=== Section Start ===

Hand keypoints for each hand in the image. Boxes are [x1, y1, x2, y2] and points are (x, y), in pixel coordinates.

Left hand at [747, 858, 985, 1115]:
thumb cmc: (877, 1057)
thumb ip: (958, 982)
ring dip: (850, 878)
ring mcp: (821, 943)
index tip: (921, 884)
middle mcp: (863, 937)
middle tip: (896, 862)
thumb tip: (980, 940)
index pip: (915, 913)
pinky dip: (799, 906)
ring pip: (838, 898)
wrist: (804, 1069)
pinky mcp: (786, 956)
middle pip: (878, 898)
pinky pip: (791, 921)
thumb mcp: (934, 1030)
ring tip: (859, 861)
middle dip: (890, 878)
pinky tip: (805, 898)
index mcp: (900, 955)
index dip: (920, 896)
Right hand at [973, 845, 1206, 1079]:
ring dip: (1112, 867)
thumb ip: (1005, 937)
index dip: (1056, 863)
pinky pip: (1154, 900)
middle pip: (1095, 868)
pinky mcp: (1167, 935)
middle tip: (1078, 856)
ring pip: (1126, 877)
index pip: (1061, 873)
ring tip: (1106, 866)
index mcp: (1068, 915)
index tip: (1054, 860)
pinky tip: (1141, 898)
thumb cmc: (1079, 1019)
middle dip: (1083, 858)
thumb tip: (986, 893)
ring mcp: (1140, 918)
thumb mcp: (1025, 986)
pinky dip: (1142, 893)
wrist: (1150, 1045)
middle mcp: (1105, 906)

=== Section End ===
=== Section Start ===

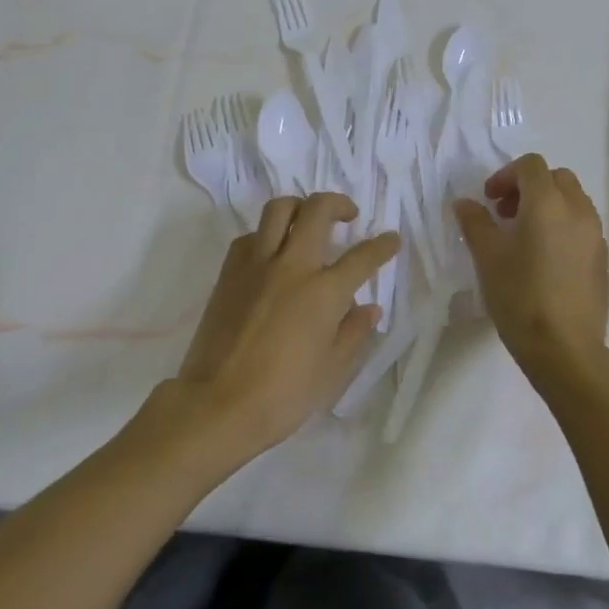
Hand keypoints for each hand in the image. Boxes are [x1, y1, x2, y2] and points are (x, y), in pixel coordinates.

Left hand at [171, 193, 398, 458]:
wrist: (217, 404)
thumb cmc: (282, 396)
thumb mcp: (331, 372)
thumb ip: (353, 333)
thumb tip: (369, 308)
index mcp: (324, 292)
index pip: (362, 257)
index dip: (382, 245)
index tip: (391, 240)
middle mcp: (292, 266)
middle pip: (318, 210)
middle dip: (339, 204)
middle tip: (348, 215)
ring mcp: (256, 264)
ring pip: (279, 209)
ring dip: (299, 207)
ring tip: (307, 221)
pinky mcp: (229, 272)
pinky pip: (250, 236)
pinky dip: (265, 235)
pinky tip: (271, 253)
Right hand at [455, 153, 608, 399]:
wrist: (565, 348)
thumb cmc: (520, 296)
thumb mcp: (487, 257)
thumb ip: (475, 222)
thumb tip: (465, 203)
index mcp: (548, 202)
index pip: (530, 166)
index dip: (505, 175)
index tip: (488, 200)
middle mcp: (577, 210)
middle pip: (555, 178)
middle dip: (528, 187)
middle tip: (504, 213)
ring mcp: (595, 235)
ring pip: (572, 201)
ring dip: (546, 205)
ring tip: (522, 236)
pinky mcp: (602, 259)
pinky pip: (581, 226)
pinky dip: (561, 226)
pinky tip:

=== Section End ===
=== Section Start ===

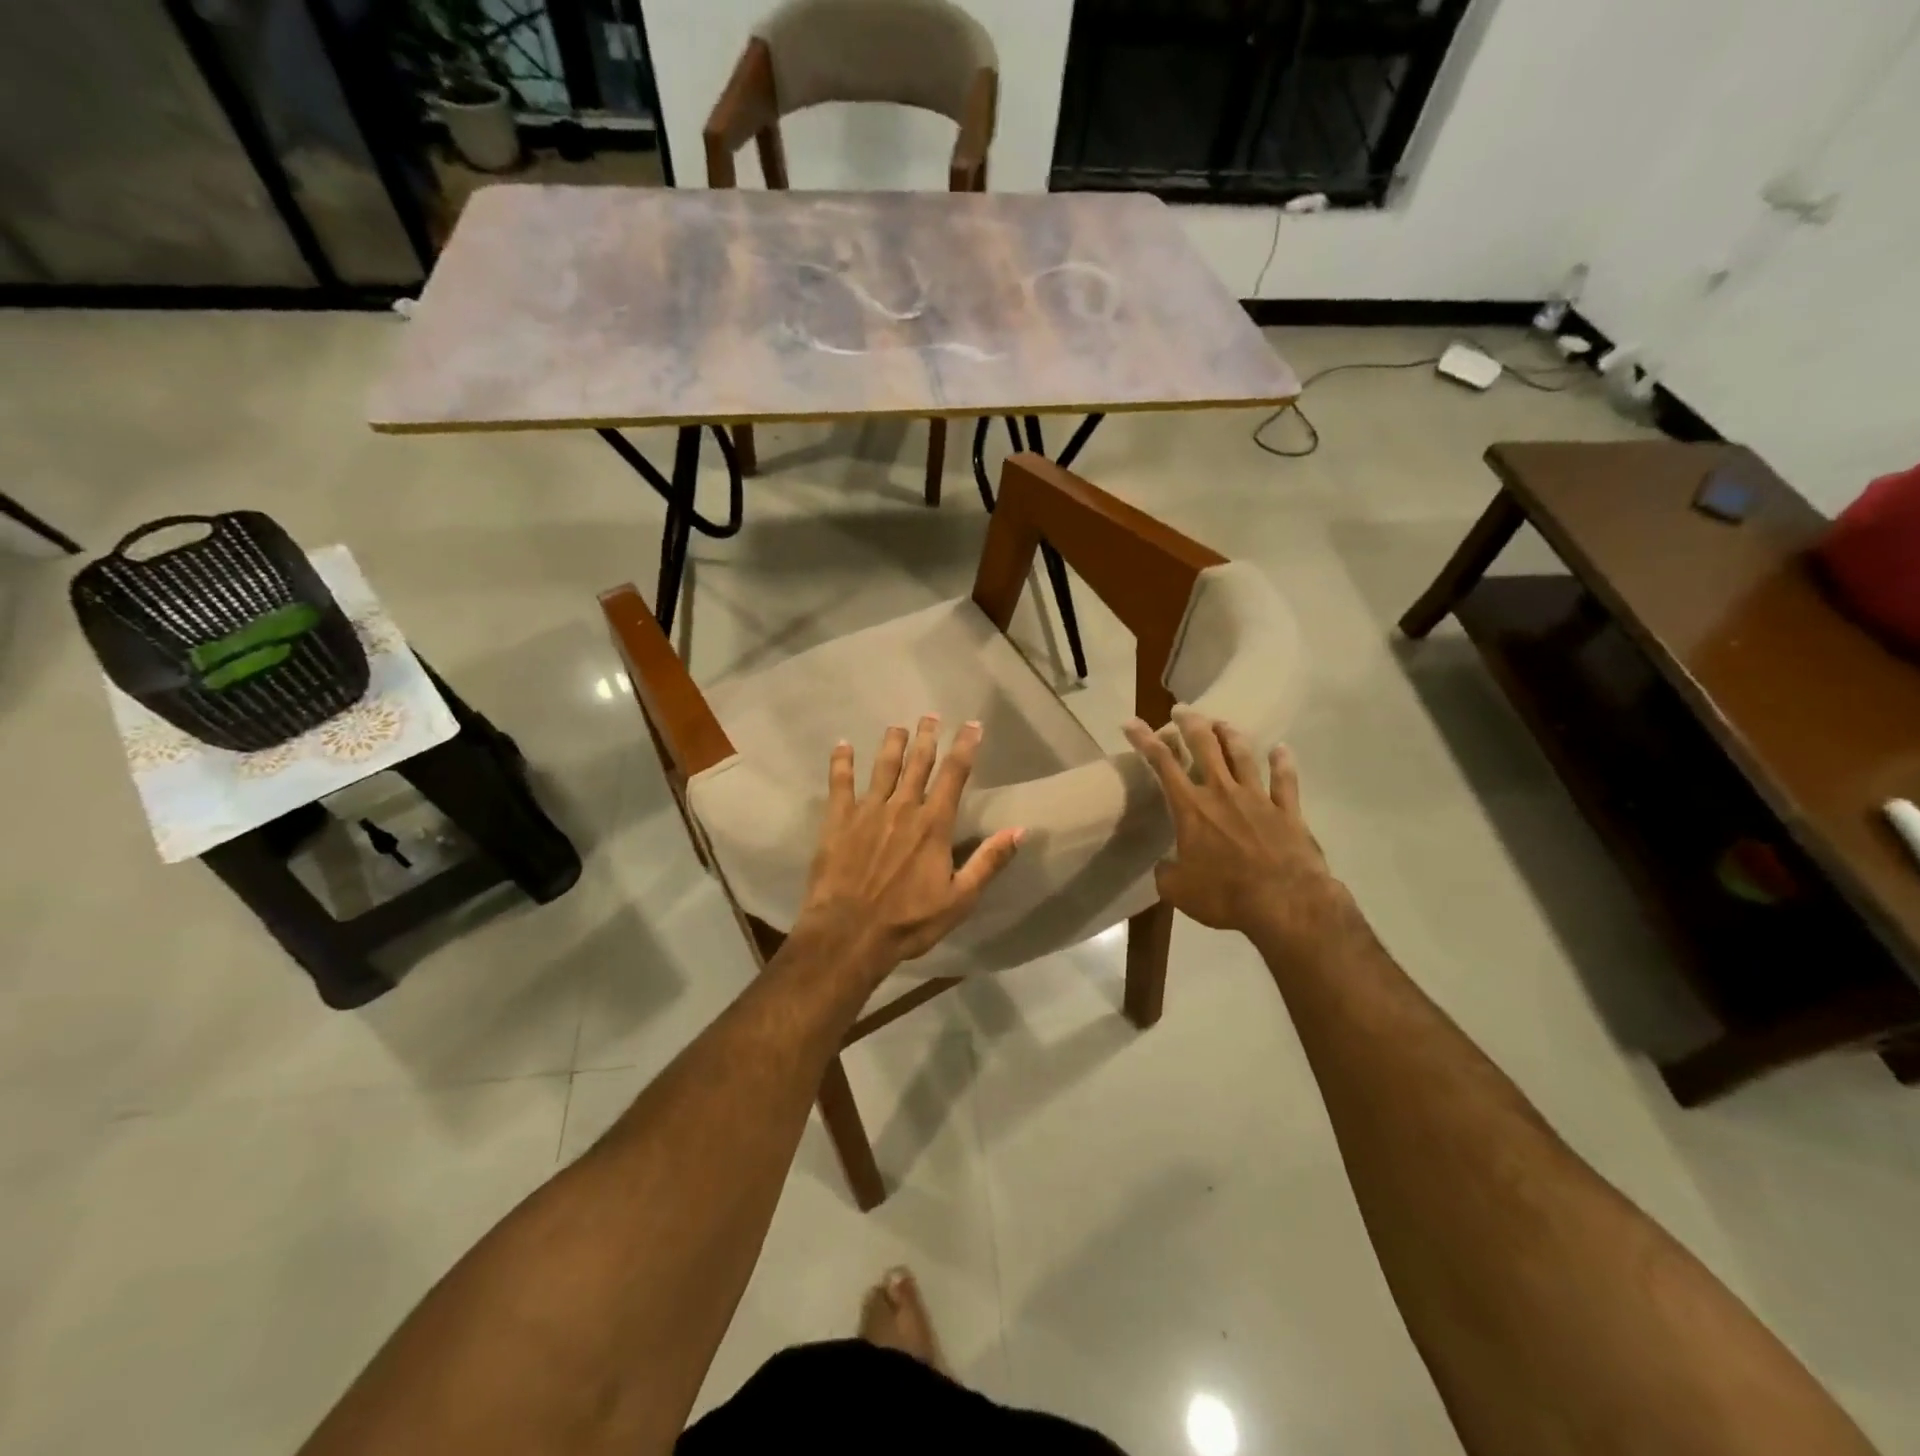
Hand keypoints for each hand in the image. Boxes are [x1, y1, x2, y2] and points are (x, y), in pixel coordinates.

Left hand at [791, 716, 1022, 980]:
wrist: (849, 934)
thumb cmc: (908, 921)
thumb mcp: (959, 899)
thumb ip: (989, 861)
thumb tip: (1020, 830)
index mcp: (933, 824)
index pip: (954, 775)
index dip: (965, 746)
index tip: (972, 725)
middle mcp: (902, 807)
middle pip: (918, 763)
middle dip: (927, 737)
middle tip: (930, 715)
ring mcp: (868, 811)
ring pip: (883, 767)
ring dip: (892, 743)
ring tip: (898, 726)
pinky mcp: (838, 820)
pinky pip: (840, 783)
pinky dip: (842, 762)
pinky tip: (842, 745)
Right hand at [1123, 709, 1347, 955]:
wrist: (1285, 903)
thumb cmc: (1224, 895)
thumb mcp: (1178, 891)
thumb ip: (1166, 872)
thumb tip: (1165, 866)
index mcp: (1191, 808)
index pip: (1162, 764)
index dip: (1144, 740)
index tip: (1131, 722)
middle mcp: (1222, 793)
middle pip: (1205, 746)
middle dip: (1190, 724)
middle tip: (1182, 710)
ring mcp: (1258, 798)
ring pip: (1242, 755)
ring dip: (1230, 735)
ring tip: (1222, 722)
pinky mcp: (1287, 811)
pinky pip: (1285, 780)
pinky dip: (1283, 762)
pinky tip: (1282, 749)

=== Section End ===

> [What you should do] Print only what lies in the material above starting at the line with "middle pip: (1095, 868)" and ending at the line with "middle mcp: (1105, 906)", every line exactly as given.

> [Solution to this problem]
middle pip: (1095, 868)
pinky mcp: (1167, 935)
middle tip: (1078, 856)
ring pip: (1126, 877)
index pip: (1061, 873)
ring tip: (1106, 866)
index mcp: (1068, 915)
index tip: (1054, 860)
pinky tip: (1141, 898)
thumb cmc: (1079, 1019)
middle dip: (1083, 858)
thumb tip: (986, 893)
ring mcp: (1140, 918)
thumb mcp: (1025, 986)
pinky dip: (1142, 893)
wrist: (1150, 1045)
middle mcp: (1105, 906)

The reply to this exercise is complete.